◆ **ASSIGNMENT**: Restate each line of the listing exactly, without carrying over any pictures.

◆ **STUDY MATERIAL**:
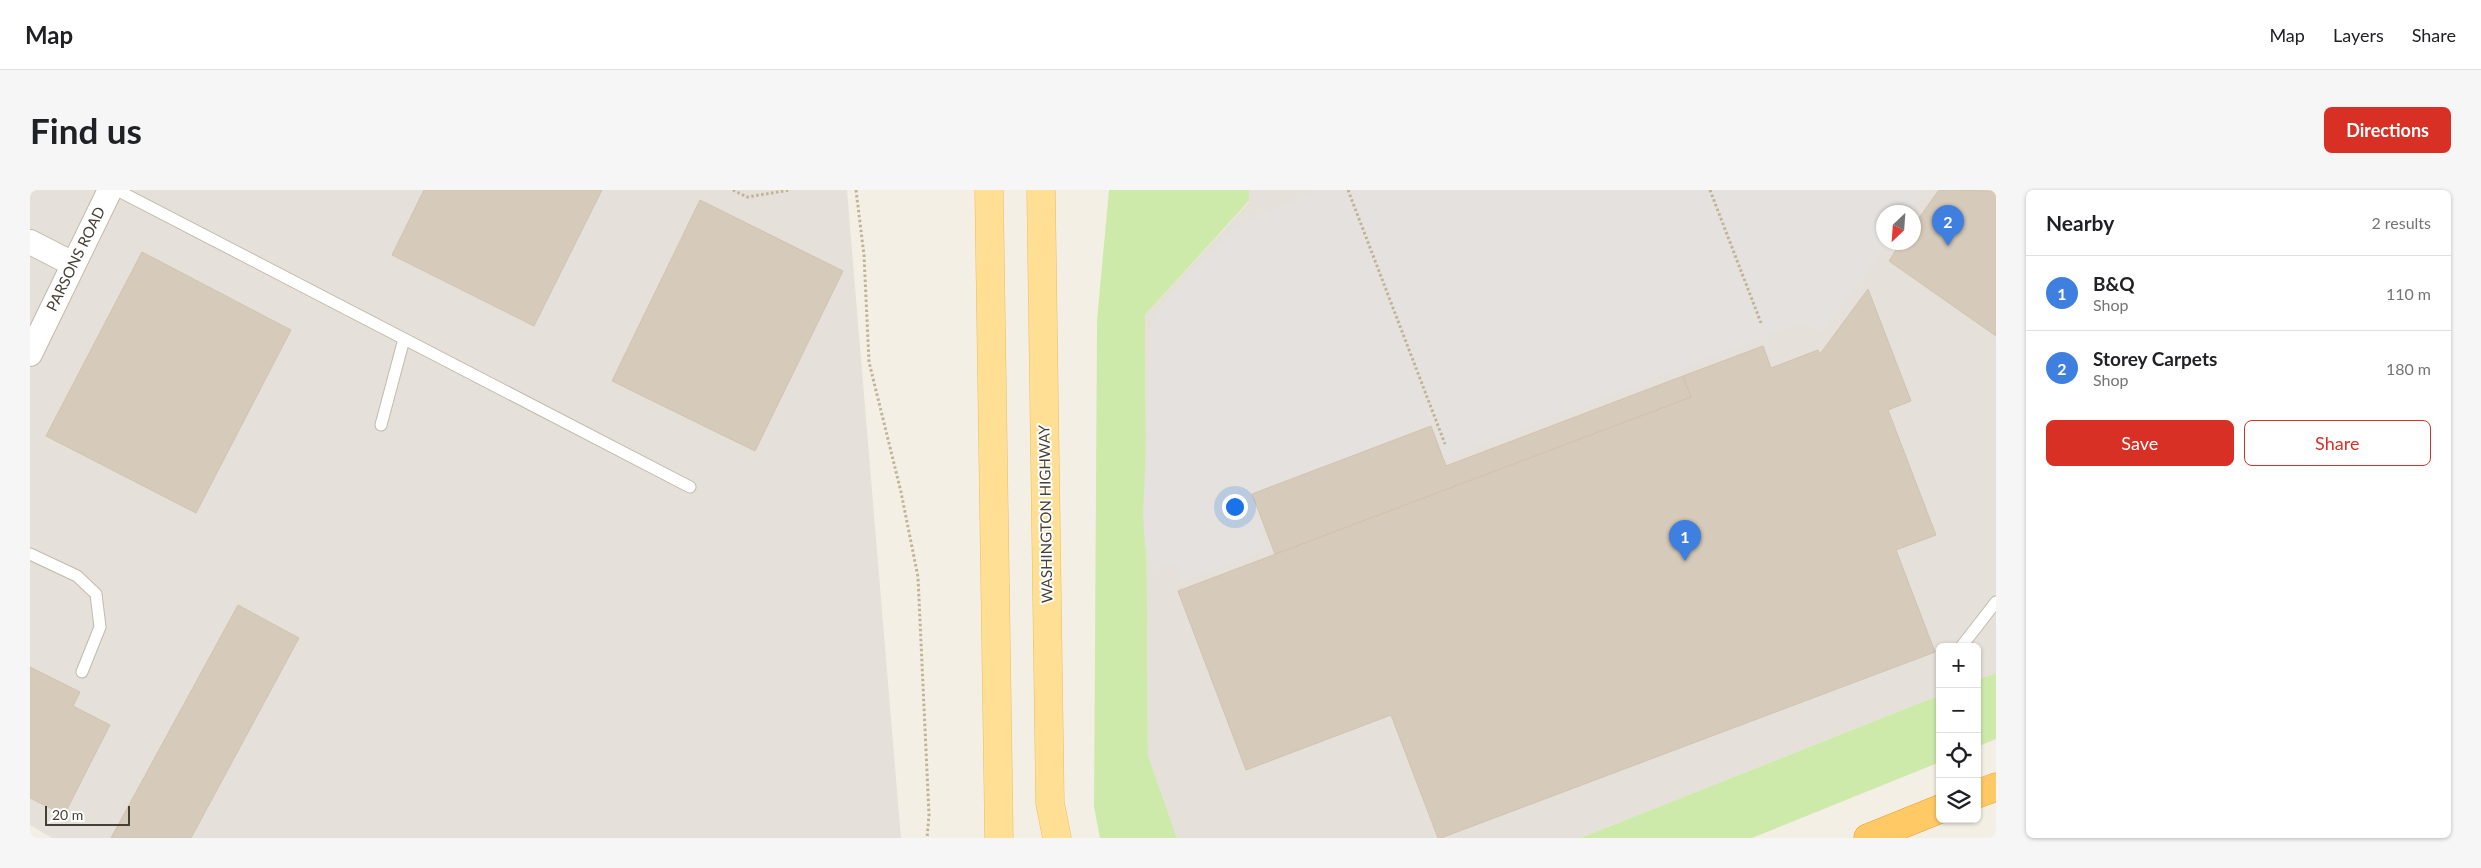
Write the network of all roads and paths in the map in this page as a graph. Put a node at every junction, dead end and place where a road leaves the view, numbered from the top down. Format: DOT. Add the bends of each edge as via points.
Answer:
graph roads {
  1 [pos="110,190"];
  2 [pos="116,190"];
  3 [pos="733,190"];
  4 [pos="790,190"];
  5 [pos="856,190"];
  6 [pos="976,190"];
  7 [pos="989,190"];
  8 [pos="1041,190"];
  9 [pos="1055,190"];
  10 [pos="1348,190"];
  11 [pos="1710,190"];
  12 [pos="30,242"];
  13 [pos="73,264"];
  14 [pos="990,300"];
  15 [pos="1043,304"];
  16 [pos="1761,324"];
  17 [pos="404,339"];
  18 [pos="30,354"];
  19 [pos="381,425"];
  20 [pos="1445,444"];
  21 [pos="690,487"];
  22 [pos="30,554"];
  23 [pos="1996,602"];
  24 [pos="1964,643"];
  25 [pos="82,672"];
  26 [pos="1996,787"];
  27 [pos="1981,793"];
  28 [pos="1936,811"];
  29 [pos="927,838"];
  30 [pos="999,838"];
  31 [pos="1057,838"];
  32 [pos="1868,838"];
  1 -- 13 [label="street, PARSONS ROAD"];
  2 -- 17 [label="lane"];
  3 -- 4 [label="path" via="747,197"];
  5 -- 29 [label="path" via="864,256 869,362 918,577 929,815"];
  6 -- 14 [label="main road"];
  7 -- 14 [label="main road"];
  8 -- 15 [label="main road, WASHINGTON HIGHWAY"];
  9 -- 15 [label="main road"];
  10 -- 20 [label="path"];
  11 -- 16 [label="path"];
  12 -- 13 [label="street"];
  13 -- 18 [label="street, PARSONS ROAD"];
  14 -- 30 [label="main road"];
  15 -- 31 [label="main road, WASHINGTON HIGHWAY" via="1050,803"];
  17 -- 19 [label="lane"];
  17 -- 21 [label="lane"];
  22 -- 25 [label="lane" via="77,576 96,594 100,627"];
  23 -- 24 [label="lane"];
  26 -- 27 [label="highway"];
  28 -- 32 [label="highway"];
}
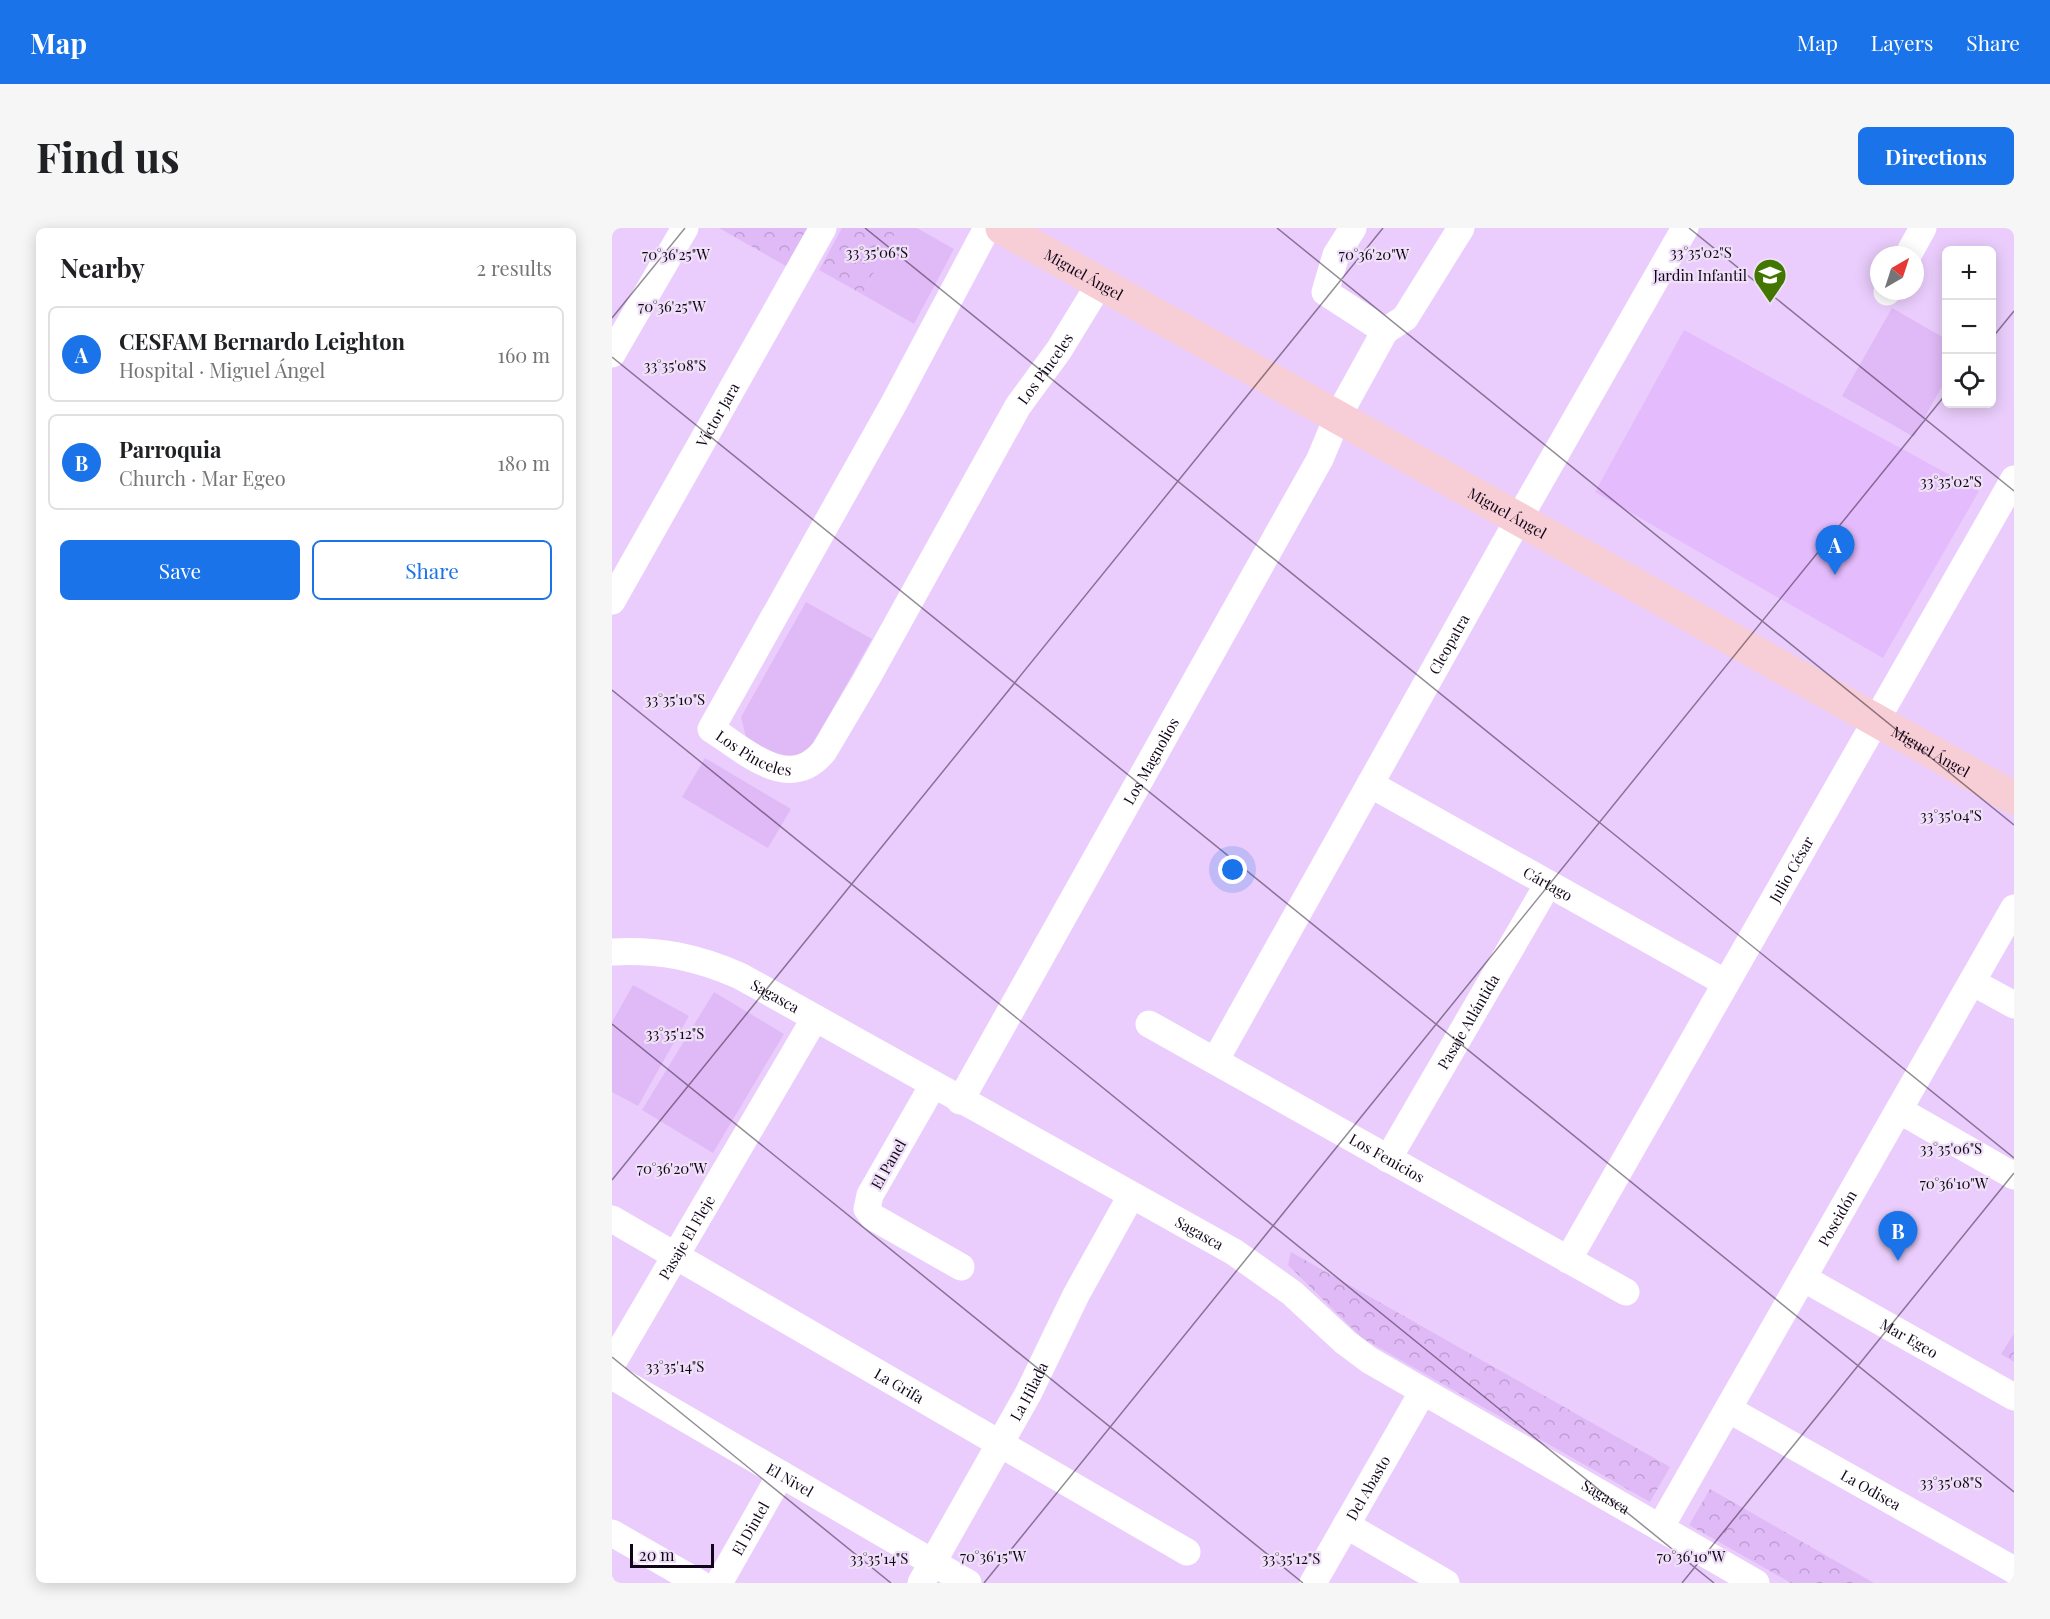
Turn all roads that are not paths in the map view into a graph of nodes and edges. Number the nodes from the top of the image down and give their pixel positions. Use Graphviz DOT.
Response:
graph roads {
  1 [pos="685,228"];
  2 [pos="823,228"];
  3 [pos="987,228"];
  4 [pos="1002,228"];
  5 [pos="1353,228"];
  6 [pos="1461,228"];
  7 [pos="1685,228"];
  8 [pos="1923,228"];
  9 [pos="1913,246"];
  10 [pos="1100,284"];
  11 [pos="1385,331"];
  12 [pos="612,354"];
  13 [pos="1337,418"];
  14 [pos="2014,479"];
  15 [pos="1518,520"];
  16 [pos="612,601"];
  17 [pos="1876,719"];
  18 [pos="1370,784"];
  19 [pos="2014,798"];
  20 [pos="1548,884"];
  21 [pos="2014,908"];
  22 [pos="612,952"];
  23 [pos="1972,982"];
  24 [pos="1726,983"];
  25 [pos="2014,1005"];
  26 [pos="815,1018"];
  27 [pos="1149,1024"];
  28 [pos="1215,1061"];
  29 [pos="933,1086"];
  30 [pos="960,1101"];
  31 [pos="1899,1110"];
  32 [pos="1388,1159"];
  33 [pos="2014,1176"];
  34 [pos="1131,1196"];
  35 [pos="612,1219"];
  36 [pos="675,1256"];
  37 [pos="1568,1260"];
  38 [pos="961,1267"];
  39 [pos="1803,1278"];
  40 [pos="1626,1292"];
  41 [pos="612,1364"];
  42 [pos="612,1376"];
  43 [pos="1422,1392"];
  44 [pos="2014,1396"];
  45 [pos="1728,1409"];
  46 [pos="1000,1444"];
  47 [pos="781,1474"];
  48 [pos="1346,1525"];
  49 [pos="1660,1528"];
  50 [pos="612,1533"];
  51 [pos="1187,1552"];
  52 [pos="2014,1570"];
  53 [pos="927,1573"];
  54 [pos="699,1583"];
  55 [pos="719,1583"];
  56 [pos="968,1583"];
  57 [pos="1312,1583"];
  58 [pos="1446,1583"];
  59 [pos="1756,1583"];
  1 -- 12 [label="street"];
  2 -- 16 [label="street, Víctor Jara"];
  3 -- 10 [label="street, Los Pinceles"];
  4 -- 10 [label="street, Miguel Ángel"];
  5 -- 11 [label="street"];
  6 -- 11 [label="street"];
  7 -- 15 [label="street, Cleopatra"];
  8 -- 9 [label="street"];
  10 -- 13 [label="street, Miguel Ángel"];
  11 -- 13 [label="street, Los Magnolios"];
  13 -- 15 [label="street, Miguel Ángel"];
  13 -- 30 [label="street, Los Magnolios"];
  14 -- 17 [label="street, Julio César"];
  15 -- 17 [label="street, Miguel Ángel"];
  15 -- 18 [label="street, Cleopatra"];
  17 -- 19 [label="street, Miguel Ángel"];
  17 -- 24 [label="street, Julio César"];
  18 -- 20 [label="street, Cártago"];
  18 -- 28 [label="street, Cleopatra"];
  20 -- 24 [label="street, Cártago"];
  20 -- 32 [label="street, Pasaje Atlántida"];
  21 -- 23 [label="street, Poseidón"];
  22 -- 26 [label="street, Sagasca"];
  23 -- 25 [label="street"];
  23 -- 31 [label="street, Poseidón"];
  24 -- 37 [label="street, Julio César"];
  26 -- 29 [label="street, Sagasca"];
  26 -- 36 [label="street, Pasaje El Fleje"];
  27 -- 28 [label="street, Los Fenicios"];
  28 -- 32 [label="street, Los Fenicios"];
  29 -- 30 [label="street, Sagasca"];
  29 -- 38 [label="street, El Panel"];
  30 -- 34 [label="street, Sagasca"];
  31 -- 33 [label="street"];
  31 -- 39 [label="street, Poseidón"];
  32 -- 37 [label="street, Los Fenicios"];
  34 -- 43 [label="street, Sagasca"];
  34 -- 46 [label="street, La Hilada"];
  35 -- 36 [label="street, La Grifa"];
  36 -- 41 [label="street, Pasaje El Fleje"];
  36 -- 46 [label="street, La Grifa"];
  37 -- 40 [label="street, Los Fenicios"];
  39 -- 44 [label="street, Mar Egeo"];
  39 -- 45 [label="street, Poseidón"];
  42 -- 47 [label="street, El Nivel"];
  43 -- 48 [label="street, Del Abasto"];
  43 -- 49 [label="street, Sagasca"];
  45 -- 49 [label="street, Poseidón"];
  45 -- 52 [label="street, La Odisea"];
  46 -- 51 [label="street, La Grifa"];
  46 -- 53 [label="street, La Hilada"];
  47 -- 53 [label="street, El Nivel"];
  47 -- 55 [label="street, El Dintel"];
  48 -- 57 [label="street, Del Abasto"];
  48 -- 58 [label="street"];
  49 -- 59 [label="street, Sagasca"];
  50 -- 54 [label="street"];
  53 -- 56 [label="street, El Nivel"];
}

◆ **SOLUTION TO THIS PROBLEM**:
Write the network of all roads and paths in the map in this page as a graph. Put a node at every junction, dead end and place where a road leaves the view, numbered from the top down. Format: DOT. Add the bends of each edge as via points.
Answer:
graph roads {
  1 [pos="110,190"];
  2 [pos="116,190"];
  3 [pos="733,190"];
  4 [pos="790,190"];
  5 [pos="856,190"];
  6 [pos="976,190"];
  7 [pos="989,190"];
  8 [pos="1041,190"];
  9 [pos="1055,190"];
  10 [pos="1348,190"];
  11 [pos="1710,190"];
  12 [pos="30,242"];
  13 [pos="73,264"];
  14 [pos="990,300"];
  15 [pos="1043,304"];
  16 [pos="1761,324"];
  17 [pos="404,339"];
  18 [pos="30,354"];
  19 [pos="381,425"];
  20 [pos="1445,444"];
  21 [pos="690,487"];
  22 [pos="30,554"];
  23 [pos="1996,602"];
  24 [pos="1964,643"];
  25 [pos="82,672"];
  26 [pos="1996,787"];
  27 [pos="1981,793"];
  28 [pos="1936,811"];
  29 [pos="927,838"];
  30 [pos="999,838"];
  31 [pos="1057,838"];
  32 [pos="1868,838"];
  1 -- 13 [label="street, PARSONS ROAD"];
  2 -- 17 [label="lane"];
  3 -- 4 [label="path" via="747,197"];
  5 -- 29 [label="path" via="864,256 869,362 918,577 929,815"];
  6 -- 14 [label="main road"];
  7 -- 14 [label="main road"];
  8 -- 15 [label="main road, WASHINGTON HIGHWAY"];
  9 -- 15 [label="main road"];
  10 -- 20 [label="path"];
  11 -- 16 [label="path"];
  12 -- 13 [label="street"];
  13 -- 18 [label="street, PARSONS ROAD"];
  14 -- 30 [label="main road"];
  15 -- 31 [label="main road, WASHINGTON HIGHWAY" via="1050,803"];
  17 -- 19 [label="lane"];
  17 -- 21 [label="lane"];
  22 -- 25 [label="lane" via="77,576 96,594 100,627"];
  23 -- 24 [label="lane"];
  26 -- 27 [label="highway"];
  28 -- 32 [label="highway"];
}
Turn all roads that are not paths in the map view into a graph of nodes and edges. Number the nodes from the top of the image down and give their pixel positions. Use Graphviz DOT.
Response:
graph roads {
  1 [pos="685,228"];
  2 [pos="823,228"];
  3 [pos="987,228"];
  4 [pos="1002,228"];
  5 [pos="1353,228"];
  6 [pos="1461,228"];
  7 [pos="1685,228"];
  8 [pos="1923,228"];
  9 [pos="1913,246"];
  10 [pos="1100,284"];
  11 [pos="1385,331"];
  12 [pos="612,354"];
  13 [pos="1337,418"];
  14 [pos="2014,479"];
  15 [pos="1518,520"];
  16 [pos="612,601"];
  17 [pos="1876,719"];
  18 [pos="1370,784"];
  19 [pos="2014,798"];
  20 [pos="1548,884"];
  21 [pos="2014,908"];
  22 [pos="612,952"];
  23 [pos="1972,982"];
  24 [pos="1726,983"];
  25 [pos="2014,1005"];
  26 [pos="815,1018"];
  27 [pos="1149,1024"];
  28 [pos="1215,1061"];
  29 [pos="933,1086"];
  30 [pos="960,1101"];
  31 [pos="1899,1110"];
  32 [pos="1388,1159"];
  33 [pos="2014,1176"];
  34 [pos="1131,1196"];
  35 [pos="612,1219"];
  36 [pos="675,1256"];
  37 [pos="1568,1260"];
  38 [pos="961,1267"];
  39 [pos="1803,1278"];
  40 [pos="1626,1292"];
  41 [pos="612,1364"];
  42 [pos="612,1376"];
  43 [pos="1422,1392"];
  44 [pos="2014,1396"];
  45 [pos="1728,1409"];
  46 [pos="1000,1444"];
  47 [pos="781,1474"];
  48 [pos="1346,1525"];
  49 [pos="1660,1528"];
  50 [pos="612,1533"];
  51 [pos="1187,1552"];
  52 [pos="2014,1570"];
  53 [pos="927,1573"];
  54 [pos="699,1583"];
  55 [pos="719,1583"];
  56 [pos="968,1583"];
  57 [pos="1312,1583"];
  58 [pos="1446,1583"];
  59 [pos="1756,1583"];
  1 -- 12 [label="street"];
  2 -- 16 [label="street, Víctor Jara"];
  3 -- 10 [label="street, Los Pinceles"];
  4 -- 10 [label="street, Miguel Ángel"];
  5 -- 11 [label="street"];
  6 -- 11 [label="street"];
  7 -- 15 [label="street, Cleopatra"];
  8 -- 9 [label="street"];
  10 -- 13 [label="street, Miguel Ángel"];
  11 -- 13 [label="street, Los Magnolios"];
  13 -- 15 [label="street, Miguel Ángel"];
  13 -- 30 [label="street, Los Magnolios"];
  14 -- 17 [label="street, Julio César"];
  15 -- 17 [label="street, Miguel Ángel"];
  15 -- 18 [label="street, Cleopatra"];
  17 -- 19 [label="street, Miguel Ángel"];
  17 -- 24 [label="street, Julio César"];
  18 -- 20 [label="street, Cártago"];
  18 -- 28 [label="street, Cleopatra"];
  20 -- 24 [label="street, Cártago"];
  20 -- 32 [label="street, Pasaje Atlántida"];
  21 -- 23 [label="street, Poseidón"];
  22 -- 26 [label="street, Sagasca"];
  23 -- 25 [label="street"];
  23 -- 31 [label="street, Poseidón"];
  24 -- 37 [label="street, Julio César"];
  26 -- 29 [label="street, Sagasca"];
  26 -- 36 [label="street, Pasaje El Fleje"];
  27 -- 28 [label="street, Los Fenicios"];
  28 -- 32 [label="street, Los Fenicios"];
  29 -- 30 [label="street, Sagasca"];
  29 -- 38 [label="street, El Panel"];
  30 -- 34 [label="street, Sagasca"];
  31 -- 33 [label="street"];
  31 -- 39 [label="street, Poseidón"];
  32 -- 37 [label="street, Los Fenicios"];
  34 -- 43 [label="street, Sagasca"];
  34 -- 46 [label="street, La Hilada"];
  35 -- 36 [label="street, La Grifa"];
  36 -- 41 [label="street, Pasaje El Fleje"];
  36 -- 46 [label="street, La Grifa"];
  37 -- 40 [label="street, Los Fenicios"];
  39 -- 44 [label="street, Mar Egeo"];
  39 -- 45 [label="street, Poseidón"];
  42 -- 47 [label="street, El Nivel"];
  43 -- 48 [label="street, Del Abasto"];
  43 -- 49 [label="street, Sagasca"];
  45 -- 49 [label="street, Poseidón"];
  45 -- 52 [label="street, La Odisea"];
  46 -- 51 [label="street, La Grifa"];
  46 -- 53 [label="street, La Hilada"];
  47 -- 53 [label="street, El Nivel"];
  47 -- 55 [label="street, El Dintel"];
  48 -- 57 [label="street, Del Abasto"];
  48 -- 58 [label="street"];
  49 -- 59 [label="street, Sagasca"];
  50 -- 54 [label="street"];
  53 -- 56 [label="street, El Nivel"];
}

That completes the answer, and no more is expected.